Convenience and freebees. Free Checking, interest on amount over say $500.00. Nearby business and home. Some business loans stipulate your accounts must be with them. For favorable deals, that works.


----------



## sideKahr (Oct 15, 2014)

I bank only with small, local banks. They do not spend millions of dollars on national advertising, so they can keep their fees low. In fact, I pay no fees at all. In addition, local banks do not have to satisfy the expectations of Wall Street. Their stock price is, therefore, relatively stable so that they do not have to constantly reorganize.

I do at least half of my banking with my broker. I follow the same philosophy there: no national or publicly owned companies.


----------



## SittingElf (Feb 9, 2016)

USAA! The only banking/financial institution that I implicitly trust...anywhere!
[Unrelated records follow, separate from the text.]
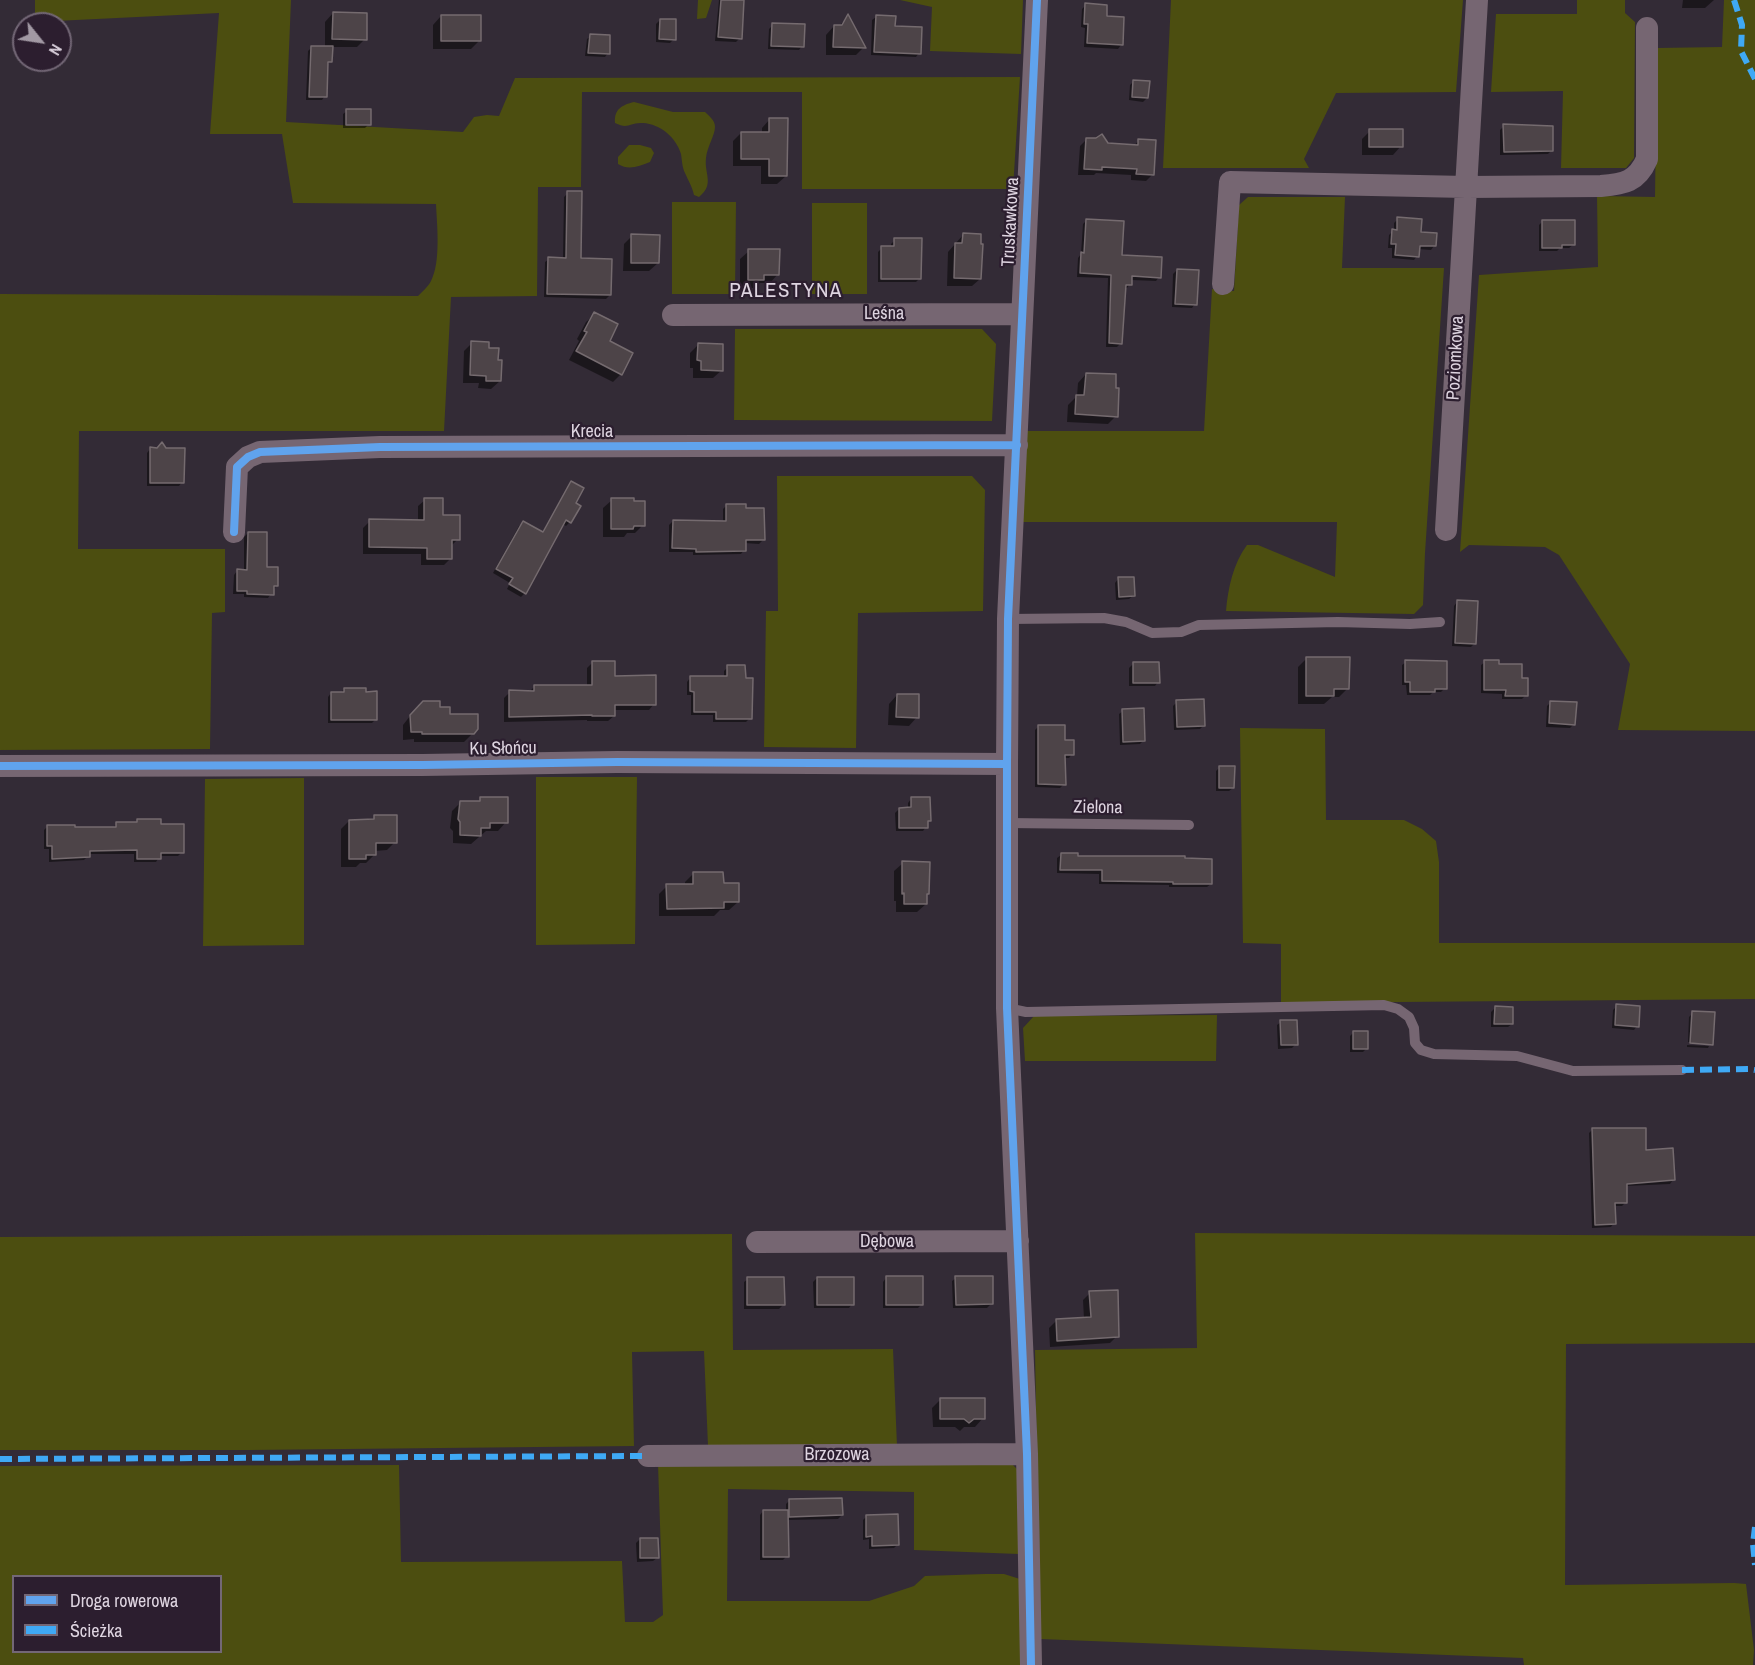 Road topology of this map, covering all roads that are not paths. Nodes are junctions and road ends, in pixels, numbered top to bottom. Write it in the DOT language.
graph roads {
  1 [pos="1037,0"];
  2 [pos="1477,0"];
  3 [pos="1647,28"];
  4 [pos="1466,187"];
  5 [pos="1223,284"];
  6 [pos="1022,314"];
  7 [pos="673,315"];
  8 [pos="1017,445"];
  9 [pos="1446,530"];
  10 [pos="234,532"];
  11 [pos="1008,619"];
  12 [pos="1440,622"];
  13 [pos="1007,764"];
  14 [pos="0,766"];
  15 [pos="1007,823"];
  16 [pos="1189,825"];
  17 [pos="1006,1008"];
  18 [pos="1682,1070"];
  19 [pos="1018,1241"];
  20 [pos="757,1242"];
  21 [pos="1027,1454"];
  22 [pos="648,1456"];
  23 [pos="1031,1665"];
  1 -- 6 [label="street, Truskawkowa"];
  2 -- 4 [label="street, Poziomkowa"];
  3 -- 4 [label="street"];
  4 -- 5 [label="street"];
  4 -- 9 [label="street, Poziomkowa"];
  6 -- 7 [label="street, Leśna"];
  6 -- 8 [label="street, Truskawkowa"];
  8 -- 10 [label="street, Krecia"];
  8 -- 11 [label="street, Truskawkowa"];
  11 -- 12 [label="lane"];
  11 -- 13 [label="street, Truskawkowa"];
  13 -- 14 [label="street, Ku Słońcu"];
  13 -- 15 [label="street, Truskawkowa"];
  15 -- 16 [label="lane, Zielona"];
  15 -- 17 [label="street, Truskawkowa"];
  17 -- 18 [label="lane"];
  17 -- 19 [label="street, Truskawkowa"];
  19 -- 20 [label="street, Dębowa"];
  19 -- 21 [label="street, Truskawkowa"];
  21 -- 22 [label="street, Brzozowa"];
  21 -- 23 [label="street, Truskawkowa"];
}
Started by and for Military Officers, and now open to ALL military, families, veterans and all of their offspring.

Trusted, fantastic customer service, great loan rates, and superb advice.

Wouldn't use anyone else.


----------



## rice paddy daddy (Jul 17, 2012)

Our main household accounts are with USAA, as well as our car insurance.

My personal account is with a local bank that has about 10 small town branches on both sides of the Fla/Ga border. They did not take any of the bail out money during the Great Recession as so many others did. They didn't need it.


----------



## Targetshooter (Dec 4, 2015)

Frist Bank of Targetshooter . LOL , a local bank here in NC .


----------



## FLPrepper (Jun 6, 2016)

Were USAA an option for me they would certainly be my first choice. After poor experiences with some of the larger banks (one of them a year ago simply sent me a letter that they were closing my accounts for no reason after being with them for 10 years) I have switched over to a credit union. Highly recommended!


----------



## stowlin (Apr 25, 2016)

ally.com

everything is free but I use it as sparingly as possible

clients don't pay cash they want to send checks so I have to have somewhere to make a deposit


----------



## Swedishsocialist (Jan 16, 2015)

stowlin said:


> ally.com
> 
> everything is free but I use it as sparingly as possible
> 
> clients don't pay cash they want to send checks so I have to have somewhere to make a deposit


send checks? do you still use checks?


----------



## Slippy (Nov 14, 2013)

Swedishsocialist said:


> send checks? do you still use checks?


Hey Swede!:vs_wave:

Where you been you European Democratic Socialist you? :vs_smirk:


----------



## Swedishsocialist (Jan 16, 2015)

Slippy said:


> Hey Swede!:vs_wave:
> 
> Where you been you European Democratic Socialist you? :vs_smirk:


well... mostly at home but also 2 weeks in Scotland that was great. Still some nice weeks left of my vacation, paid vacation that is 

I do hope you all are ok and that your plans work out for you (you = all the posters here)


----------



## Operator6 (Oct 29, 2015)

I have accounts at almost every bank in my area. Gives me the ability to hit the ATM and draw out a good bit of cash. I also take advantage of the FDIC protection by limiting the amount in accounts in some instances. I primarily use two banks and they are regional banks.


----------



## stowlin (Apr 25, 2016)

Swedishsocialist said:


> send checks? do you still use checks?


Absolutely! Take a picture of them, click deposit, boom. No fees, no little percentages taken for the cc company. Its the way to roll.


----------



## tango (Apr 12, 2013)

None of your damn business


----------



## baldman (Apr 5, 2016)

Almost cash only. Pre paid debit card. Cash is king . All custom work I do is 10% off for paying in cash no paper trails.


----------